Selections from A Mencken Chrestomathy
Alfred A. Knopf, Inc. New York. 1949.
XIV. American Immortals: Mr. Justice Holmes
I find it hard to reconcile [Holmes's opinions] with any plausible concept of Liberalism. They may be good law, but it is impossible to see how they can conceivably promote liberty. My suspicion is that the hopeful Liberals of the 20s, frantically eager to find at least one judge who was not violently and implacably against them, seized upon certain of Mr. Justice Holmes's opinions without examining the rest, and read into them an attitude that was actually as foreign to his ways of thinking as it was to those of Mr. Chief Justice Hughes. Finding him, now and then, defending eloquently a new and uplifting law which his colleagues proposed to strike off the books, the concluded that he was a sworn advocate of the rights of man. But all the while, if I do not misread his plain words, he was actually no more than an advocate of the rights of law-makers. There, indeed, is the clue to his whole jurisprudence. He believed that the law-making bodies should be free to experiment almost ad libitum, that the courts should not call a halt upon them until they clearly passed the uttermost bounds of reason, that everything should be sacrificed to their autonomy, including, apparently, even the Bill of Rights. If this is Liberalism, then all I can say is that Liberalism is not what I thought it was when I was young. . . To call him a Liberal is to make the word meaningless.

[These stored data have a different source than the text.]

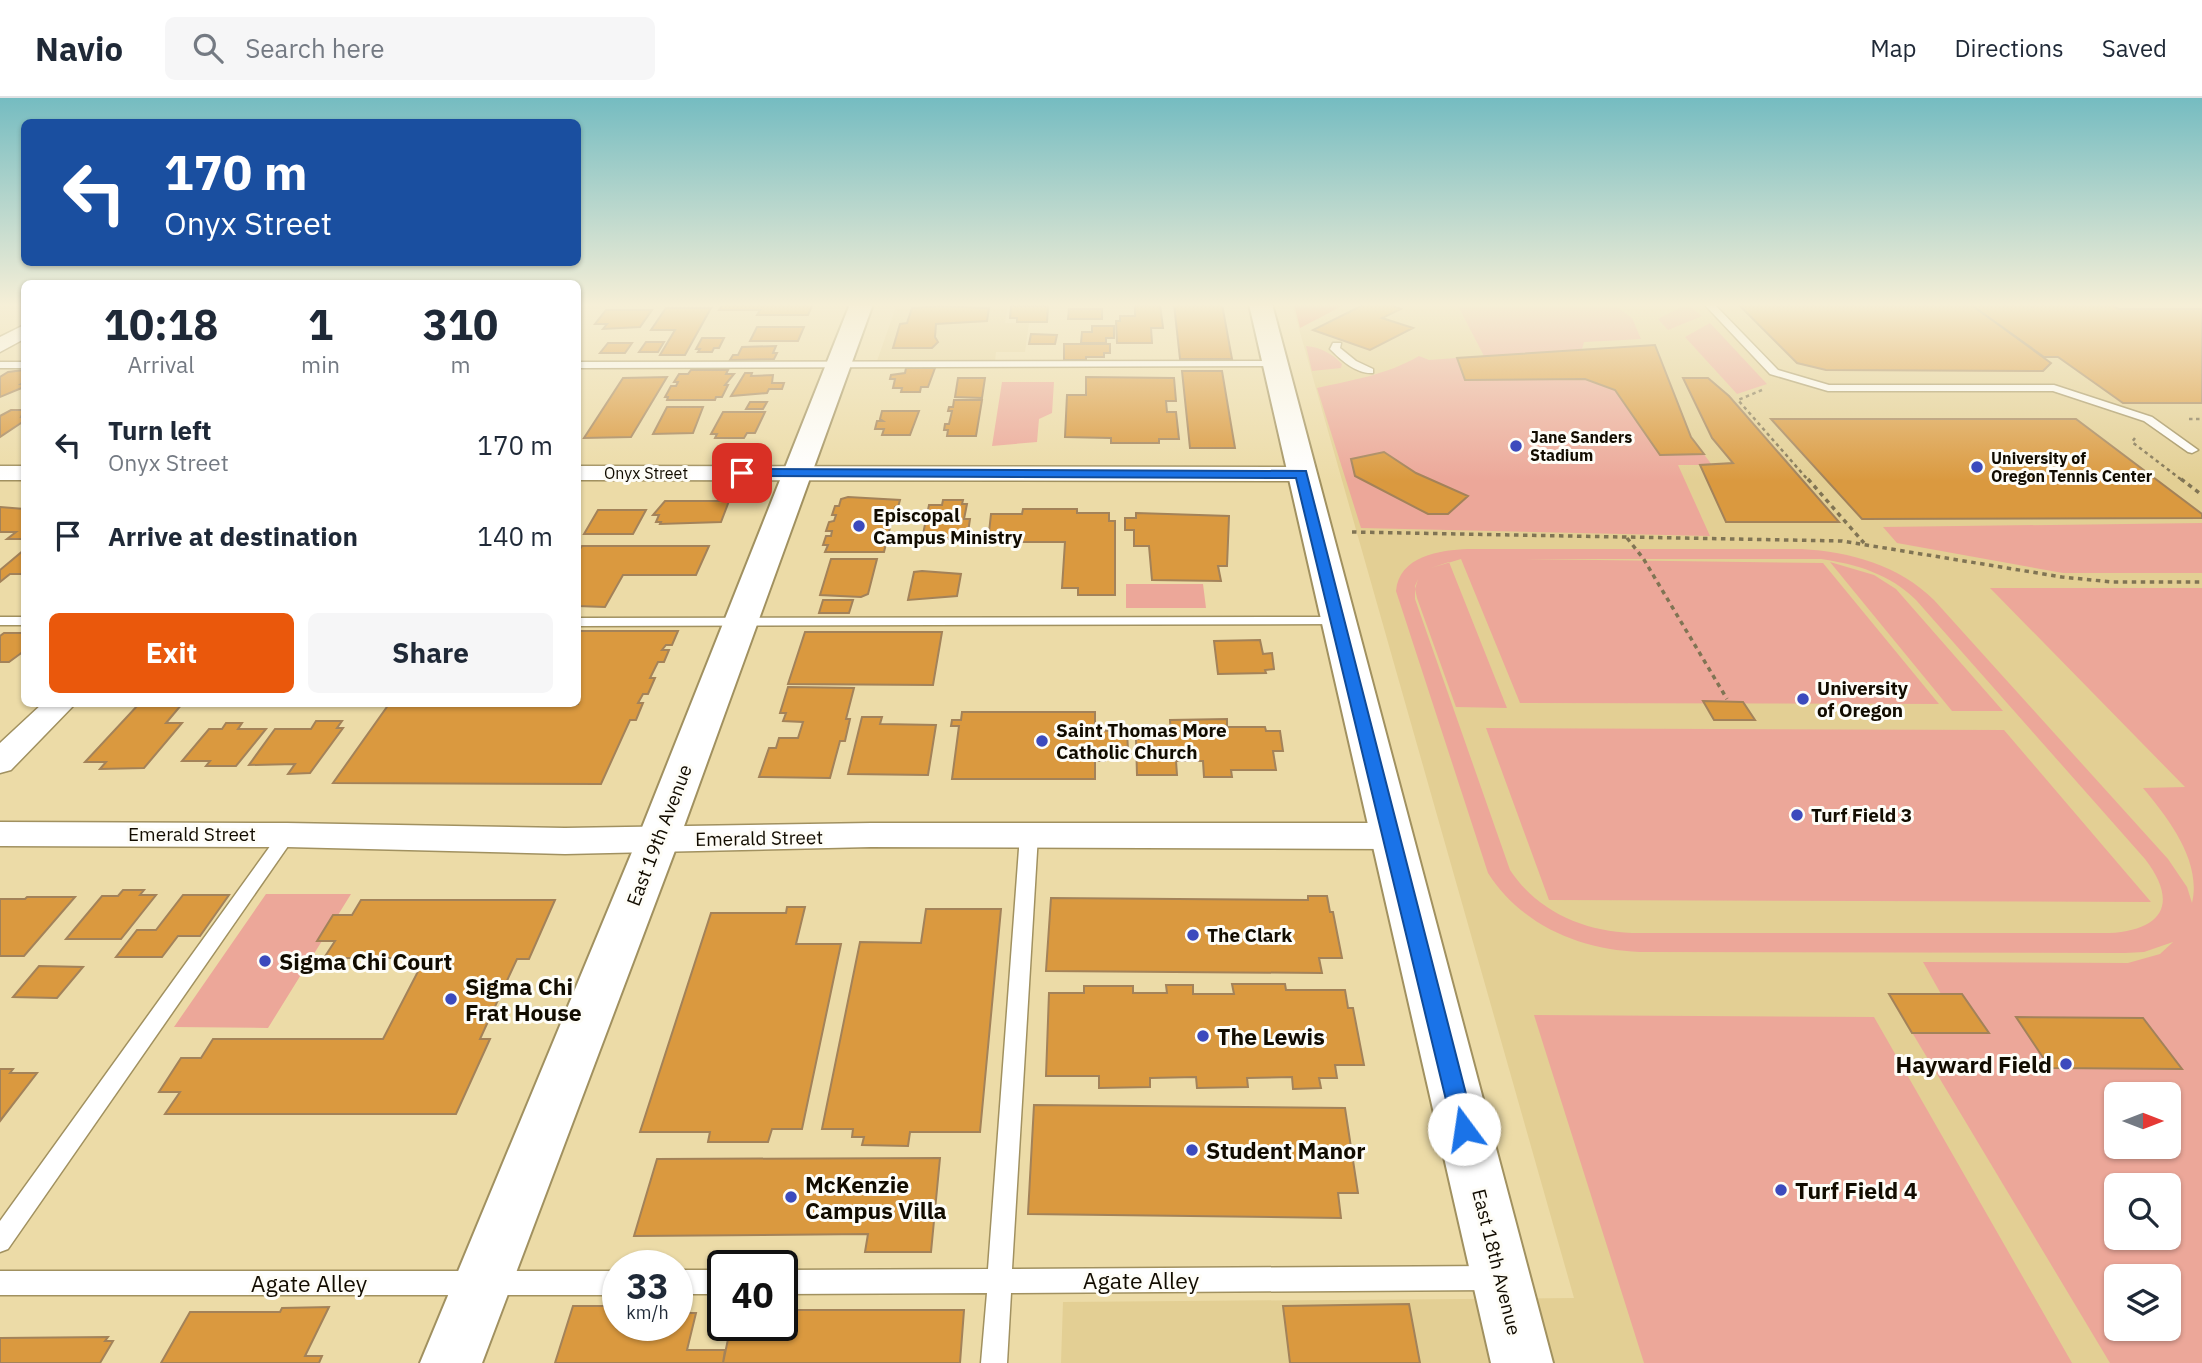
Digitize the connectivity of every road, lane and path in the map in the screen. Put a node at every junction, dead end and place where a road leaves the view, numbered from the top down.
1 (1355, 363) edge
2 (1765, 363) edge
3 (1274, 364) joint
4 (0, 365) edge
5 (21, 365) edge
6 (581, 365) edge
7 (838, 365) junction
8 (1369, 371) dead end
9 (1791, 377) junction
10 (2192, 450) dead end
11 (0, 473) edge
12 (21, 473) edge
13 (581, 473) edge
14 (796, 473) junction
15 (1301, 474) junction
16 (1355, 532) dead end
17 (1626, 538) junction
18 (1865, 544) junction
19 (2202, 582) edge
20 (0, 621) edge
21 (21, 621) edge
22 (1338, 621) junction
23 (581, 622) edge
24 (738, 622) junction
25 (1727, 699) dead end
26 (57, 707) edge
27 (0, 762) edge
28 (0, 834) edge
29 (287, 835) junction
30 (1029, 835) junction
31 (1391, 836) junction
32 (658, 840) junction
33 (0, 1241) edge
34 (1500, 1278) junction
35 (1000, 1280) junction
36 (798, 1282) edge
37 (0, 1283) edge
38 (482, 1283) junction
39 (602, 1283) edge
40 (451, 1363) edge
41 (994, 1363) edge
42 (1522, 1363) edge

1 - 8 lane
2 - 9 lane
3 - 7 lane
3 - 15 street, East 18th Avenue
4 - 5 lane
6 - 7 lane
7 - 14 street, East 19th Avenue
9 - 10 lane
9 - 18 path
11 - 12 street
13 - 14 street, Onyx Street
14 - 15 street, Onyx Street
14 - 24 street, East 19th Avenue
15 - 22 street, East 18th Avenue
16 - 17 path
17 - 18 path
17 - 25 path
18 - 19 path
20 - 21 lane
22 - 24 lane
22 - 31 street, East 18th Avenue
23 - 24 lane
24 - 32 street, East 19th Avenue
26 - 27 street
28 - 29 street, Emerald Street
29 - 32 street, Emerald Street
29 - 33 lane
30 - 31 street, Emerald Street
30 - 32 street, Emerald Street
30 - 35 lane
31 - 34 street, East 18th Avenue
32 - 38 street, East 19th Avenue
34 - 35 lane, Agate Alley
34 - 42 street, East 18th Avenue
35 - 36 lane, Agate Alley
35 - 41 lane
37 - 38 lane, Agate Alley
38 - 39 lane, Agate Alley
38 - 40 street, East 19th Avenue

Let us, for a moment, stop thinking of him as one, and let us also stop thinking of him as a littératur, a reformer, a sociologist, a prophet, an evangelist, a metaphysician; instead, let us think of him as something that he undoubtedly was in his Pleistocene youth and probably remained ever after, to wit, a soldier. Let us think of him, further, as a soldier extraordinarily ruminative and articulate – in fact, so ruminative and articulate as to be, in the military caste, almost miraculous. And let us think of him still further as a soldier whose natural distaste and contempt for civilians, and corollary yearning to heave them all into Hell, was cooled and eased by a stream of blood that once flowed through the Autocrat of the Breakfast Table – in brief, as a soldier beset by occasional doubts, hesitations, flashes of humor, bursts of affability, moments of sneaking pity.

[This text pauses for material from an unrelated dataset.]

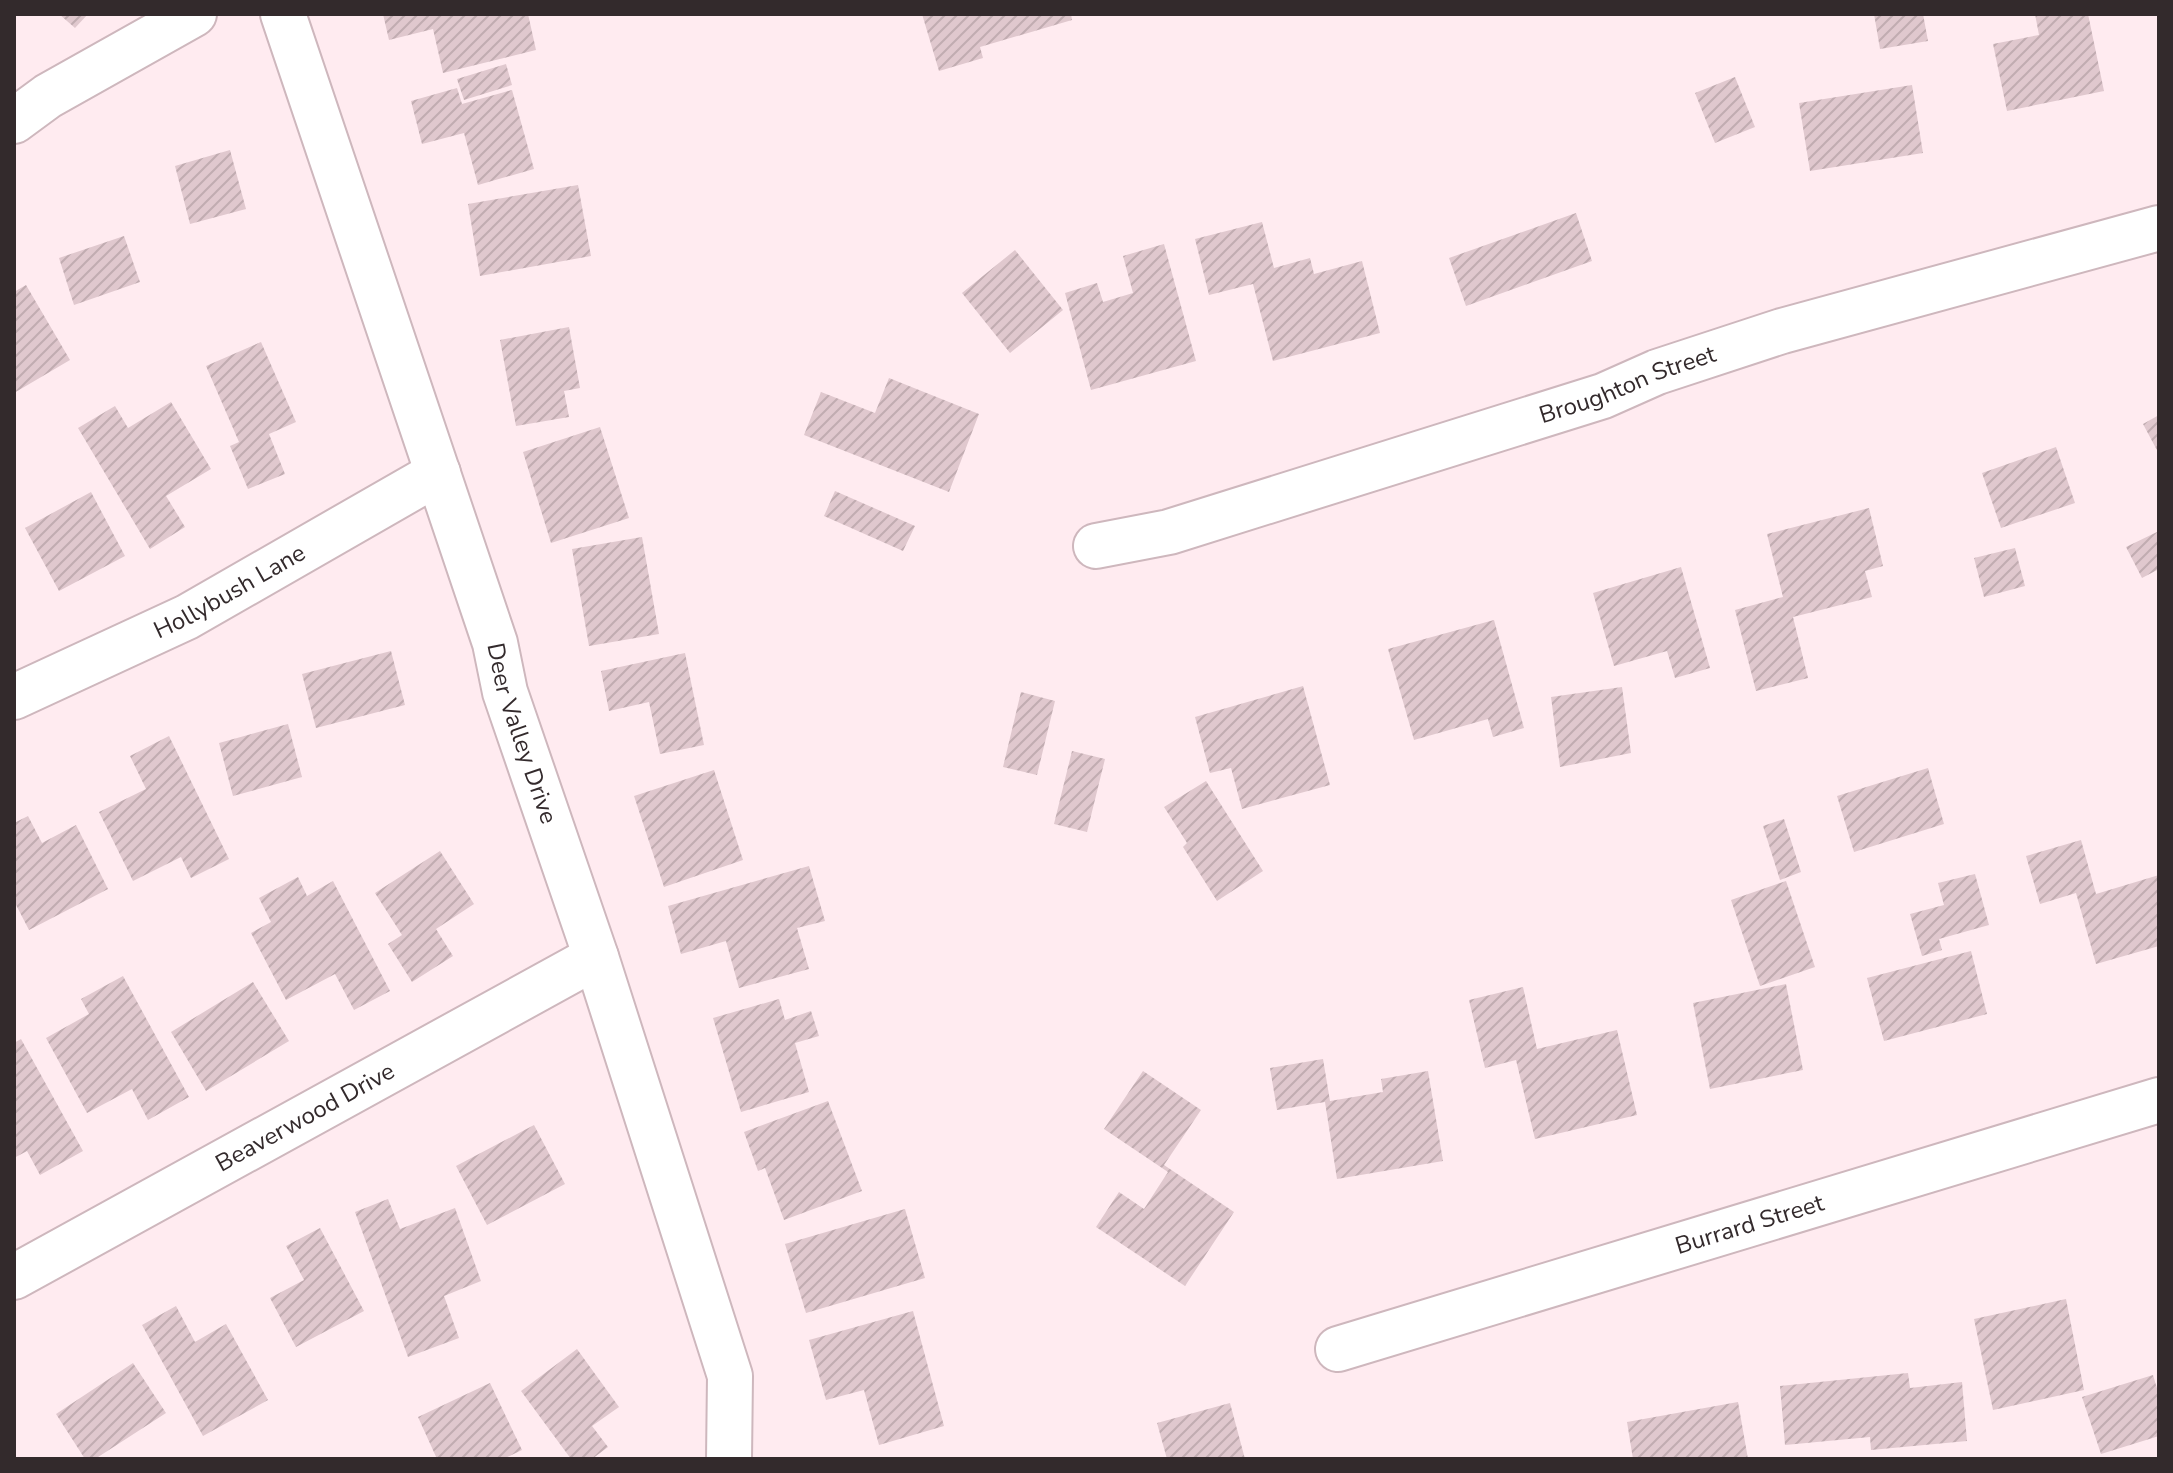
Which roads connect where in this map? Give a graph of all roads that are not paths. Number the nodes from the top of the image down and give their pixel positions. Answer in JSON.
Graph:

XVI. Economics: Capitalism
All the quacks and cony-catchers no crowding the public trough at Washington seem to be agreed upon one thing, and one thing only. It is the doctrine that the capitalistic system is on its last legs, an will presently give place to something more "scientific." There is, of course, no truth in this doctrine whatsoever. It collides at every point with the known facts. There is not the slightest reason for believing that capitalism is in collapse, or that anything proposed by the current wizards would be any better. The most that may be said is that the capitalistic system is undergoing changes, some of them painful. But those changes will probably strengthen it quite as often as they weaken it.

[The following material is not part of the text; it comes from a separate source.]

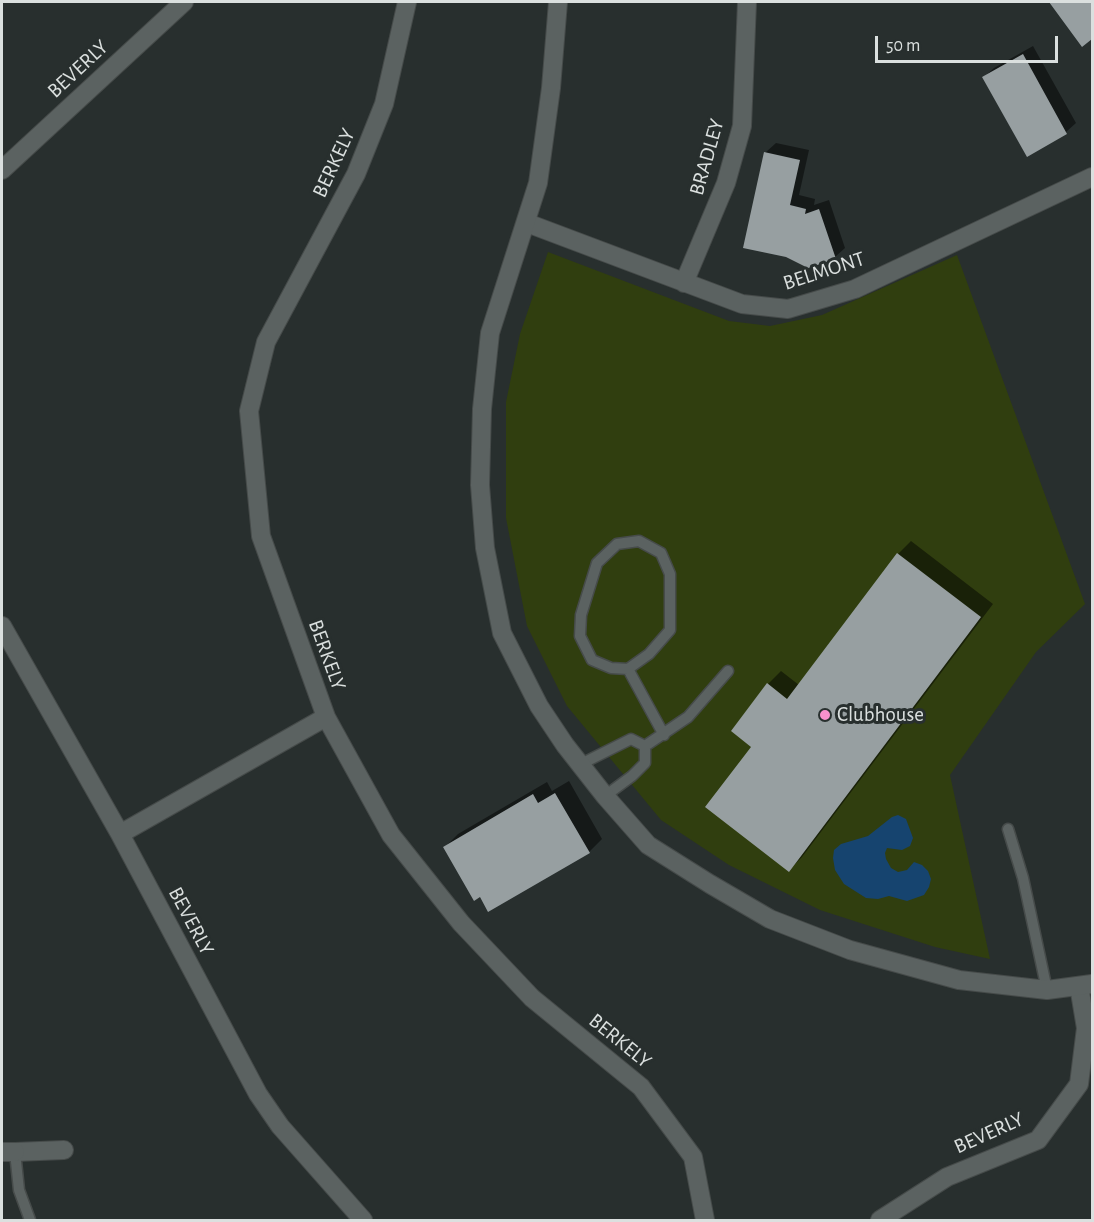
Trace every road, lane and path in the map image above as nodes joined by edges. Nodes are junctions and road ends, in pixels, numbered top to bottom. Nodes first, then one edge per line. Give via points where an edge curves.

We owe to it almost everything that passes under the general name of civilization today. The extraordinary progress of the world since the Middle Ages has not been due to the mere expenditure of human energy, nor even to the flights of human genius, for men had worked hard since the remotest times, and some of them had been of surpassing intellect. No, it has been due to the accumulation of capital. That accumulation permitted labor to be organized economically and on a large scale, and thus greatly enhanced its productiveness. It provided the machinery that gradually diminished human drudgery, and liberated the spirit of the worker, who had formerly been almost indistinguishable from a mule. Most of all. it made possible a longer and better preparation for work, so that every art and handicraft greatly widened its scope and range, and multitudes of new and highly complicated crafts came in.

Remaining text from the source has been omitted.